What to do
Could you copy every line of the data that contains the word "Nordostpassagen"?

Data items
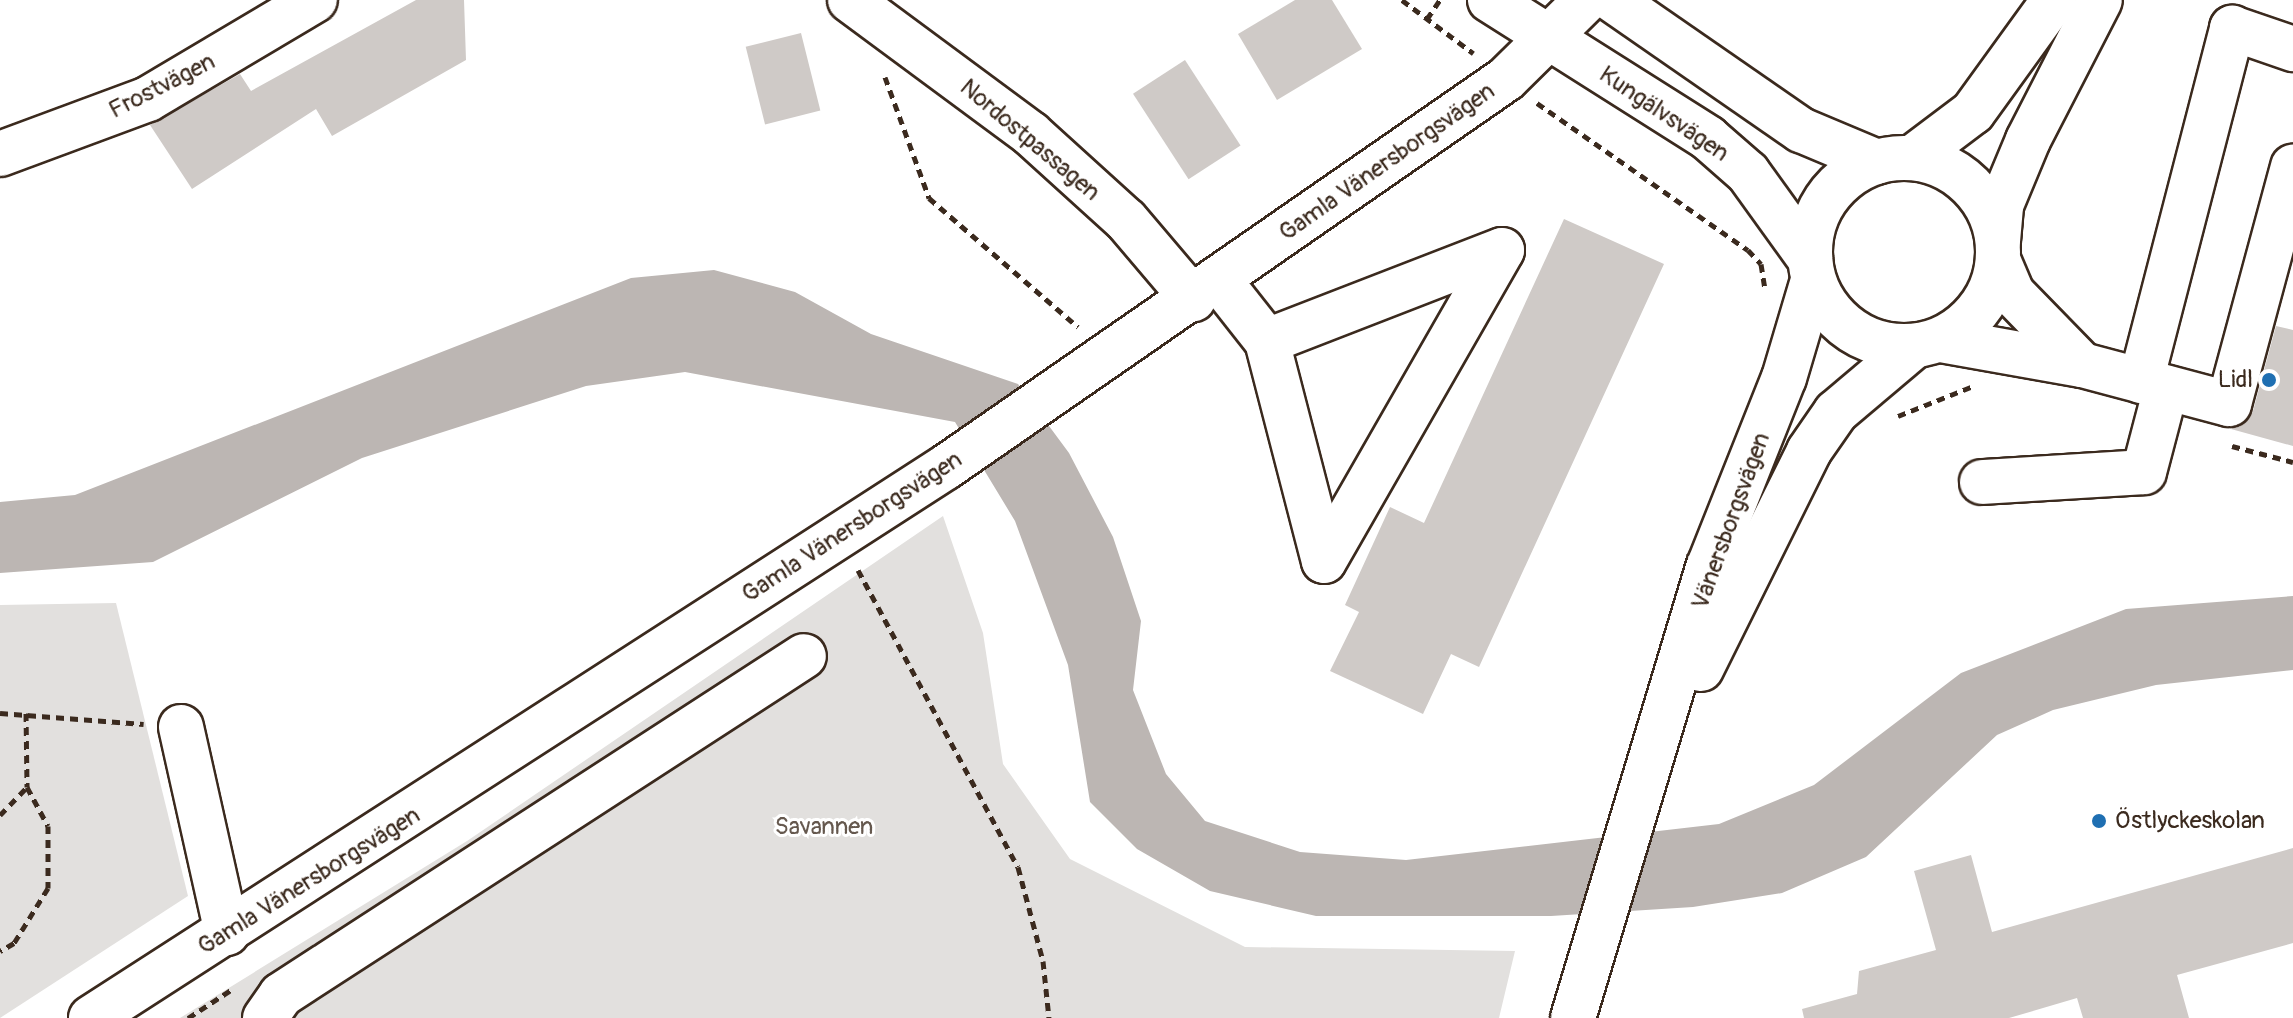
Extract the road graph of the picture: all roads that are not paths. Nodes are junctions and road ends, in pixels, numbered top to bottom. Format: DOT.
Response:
graph roads {
  1 [pos="315,0"];
  2 [pos="850,0"];
  3 [pos="1490,0"];
  4 [pos="1586,0"];
  5 [pos="1613,0"];
  6 [pos="2054,0"];
  7 [pos="2100,0"];
  8 [pos="1550,39"];
  9 [pos="2293,49"];
  10 [pos="0,154"];
  11 [pos="1894,160"];
  12 [pos="2293,166"];
  13 [pos="1999,252"];
  14 [pos="1811,269"];
  15 [pos="1206,289"];
  16 [pos="1267,341"];
  17 [pos="1928,343"];
  18 [pos="2082,365"];
  19 [pos="2154,384"];
  20 [pos="1982,482"];
  21 [pos="804,656"];
  22 [pos="181,727"];
  23 [pos="1654,765"];
  24 [pos="227,933"];
  25 [pos="91,1018"];
  26 [pos="265,1018"];
  27 [pos="1573,1018"];
  1 -- 10 [label="main road, Frostvägen"];
  2 -- 15 [label="main road, Nordostpassagen"];
  3 -- 8 [label="main road, Kungälvsvägen"];
  4 -- 8 [label="main road, Gamla Vänersborgsvägen"];
  5 -- 11 [label="main road"];
  6 -- 11 [label="main road"];
  7 -- 13 [label="main road"];
  8 -- 14 [label="main road, Kungälvsvägen"];
  8 -- 15 [label="main road, Gamla Vänersborgsvägen"];
  9 -- 19 [label="main road"];
  11 -- 13 [label="main road"];
  11 -- 14 [label="main road"];
  12 -- 19 [label="main road"];
  13 -- 17 [label="main road"];
  13 -- 18 [label="main road"];
  14 -- 17 [label="main road"];
  14 -- 23 [label="main road, Vänersborgsvägen"];
  15 -- 16 [label="main road, Nordostpassagen"];
  15 -- 24 [label="main road, Gamla Vänersborgsvägen"];
  16 -- 16 [label="main road"];
  17 -- 18 [label="main road"];
  17 -- 23 [label="main road, Vänersborgsvägen"];
  18 -- 19 [label="main road"];
  19 -- 20 [label="main road"];
  21 -- 26 [label="main road"];
  22 -- 24 [label="main road"];
  23 -- 27 [label="main road, Vänersborgsvägen"];
  24 -- 25 [label="main road, Gamla Vänersborgsvägen"];
}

Response
  2 -- 15 [label="main road, Nordostpassagen"];
  15 -- 16 [label="main road, Nordostpassagen"];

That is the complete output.